Le Chapelier ouvrit de grands yeux en entendant cela ; mais il se contenta de demander :

« Pourquoi est-ce qu’un corbeau ressemble à un bureau ? »

« Parfait, nous allons nous amuser ! pensa Alice. Je suis contente qu’ils aient commencé à poser des devinettes… – Je crois que je peux deviner cela », ajouta-t-elle à haute voix.

– Veux-tu dire que tu penses pouvoir trouver la réponse ? demanda le Lièvre de Mars.

– Exactement.

– En ce cas, tu devrais dire ce que tu penses.

– Mais c’est ce que je fais, répondit Alice vivement. Du moins… du moins… je pense ce que je dis… et c’est la même chose, n’est-ce pas ?

– Mais pas du tout ! s’exclama le Chapelier. C’est comme si tu disais que : “Je vois ce que je mange”, c’est la même chose que : “Je mange ce que je vois !”

– C’est comme si tu disais, reprit le Lièvre de Mars, que : “J’aime ce que j’ai”, c’est la même chose que : “J’ai ce que j’aime !”

– C’est comme si tu disais, ajouta le Loir (qui, semblait-il, parlait tout en dormant), que : “Je respire quand je dors”, c’est la même chose que : “Je dors quand je respire !”

– C’est bien la même chose pour toi », dit le Chapelier au Loir. Sur ce, la conversation tomba, et tous les quatre restèrent sans parler pendant une minute, tandis qu’Alice passait en revue dans son esprit tout ce qu’elle pouvait se rappeler au sujet des corbeaux et des bureaux, et ce n’était pas grand-chose.

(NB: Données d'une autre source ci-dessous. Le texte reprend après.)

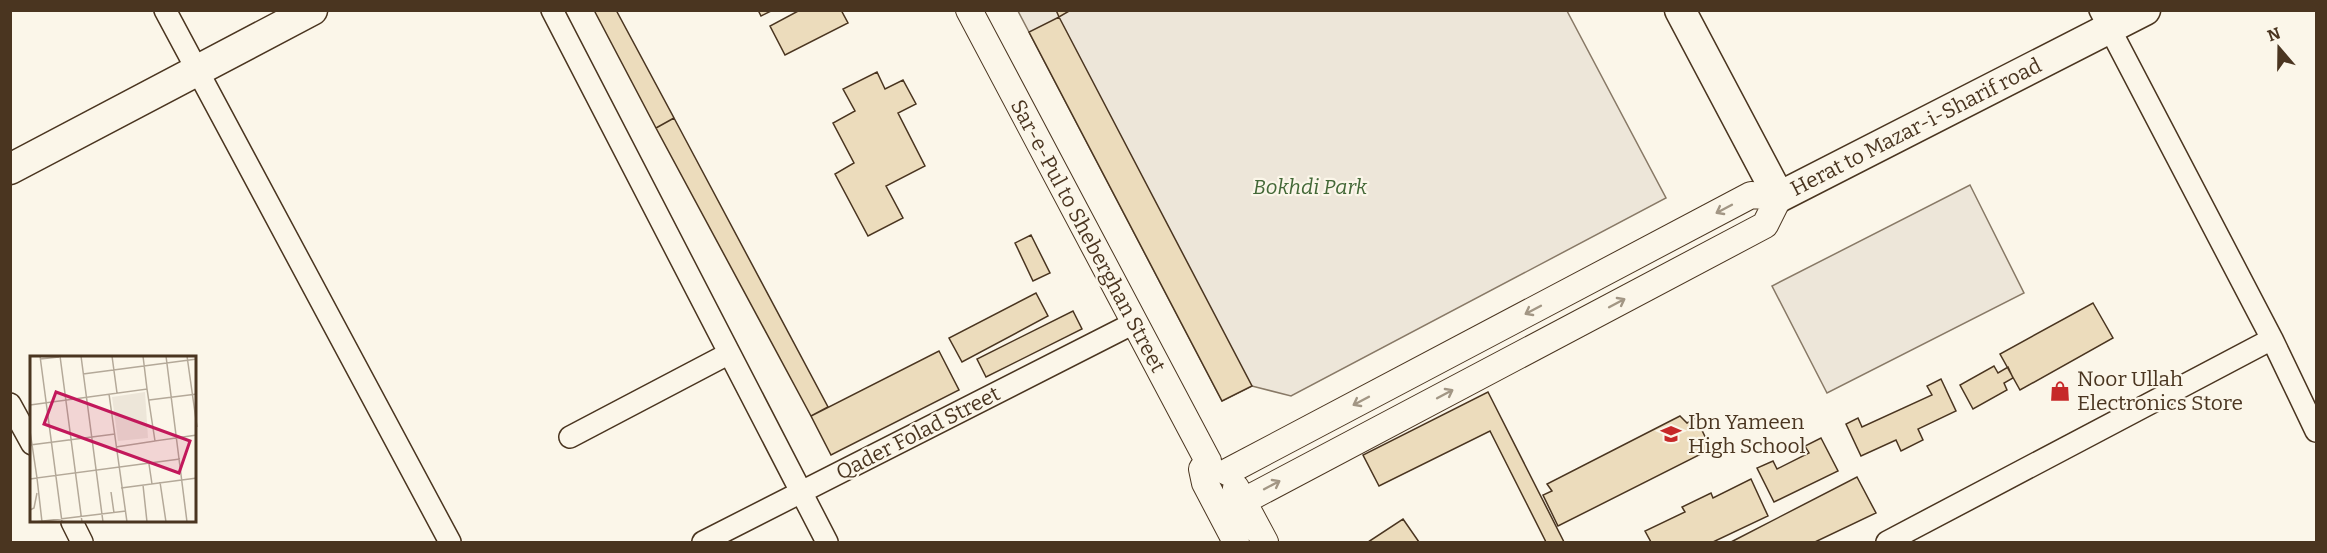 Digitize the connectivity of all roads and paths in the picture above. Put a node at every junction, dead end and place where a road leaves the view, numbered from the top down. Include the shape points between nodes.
1 (165, 10) edge
2 (312, 10) edge
3 (552, 10) edge
4 (969, 10) edge
5 (1680, 10) edge
6 (2145, 10) edge
7 (2105, 20) edge
8 (196, 71) junction
9 (10, 169) edge
10 (1779, 197) junction
11 (1134, 323) junction
12 (2272, 339) junction
13 (728, 354) junction
14 (10, 404) edge
15 (2316, 431) edge
16 (570, 437) dead end
17 (30, 440) edge
18 (1217, 466) junction
19 (801, 492) junction
20 (1243, 501) junction
21 (1221, 513) junction
22 (72, 523) edge
23 (82, 543) edge
24 (450, 543) edge
25 (703, 543) edge
26 (827, 543) edge
27 (1236, 543) edge
28 (1265, 543) edge
29 (1887, 543) edge

1 - 8 street
2 - 8 highway
3 - 13 street
4 - 11 main road, Sar-e-Pul to Sheberghan Street
5 - 10 highway, Herat to Mazar-i-Sharif road
6 - 7 highway, Herat to Mazar-i-Sharif road
7 - 10 highway, Herat to Mazar-i-Sharif road
7 - 12 street
8 - 9 highway
8 - 24 street
10 -> 18 main road via 1751,195
20 -> 10 main road via 1765,225
11 - 18 main road, Sar-e-Pul to Sheberghan Street
11 - 19 street, Qader Folad Street
12 - 15 street
12 - 29 street
13 - 16 street
13 - 19 street
14 - 17 street
18 - 20 main road, Sar-e-Pul to Sheberghan Street
18 - 21 main road via 1202,469
19 - 25 street, Qader Folad Street
19 - 26 street
20 - 21 main road
20 - 28 main road, Sar-e-Pul to Sheberghan Street
21 - 27 main road
22 - 23 street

Le Chapelier fut le premier à rompre le silence. « Quel jour du mois sommes-nous ? » demanda-t-il en se tournant vers Alice : il avait tiré sa montre de sa poche et la regardait d’un air inquiet, en la secouant et en la portant à son oreille de temps à autre.

Alice réfléchit un moment avant de répondre : « Le quatre.

– Elle retarde de deux jours ! murmura le Chapelier en soupirant. Je t’avais bien dit que le beurre ne conviendrait pas pour graisser les rouages ! » ajouta-t-il en regardant le Lièvre de Mars d’un air furieux.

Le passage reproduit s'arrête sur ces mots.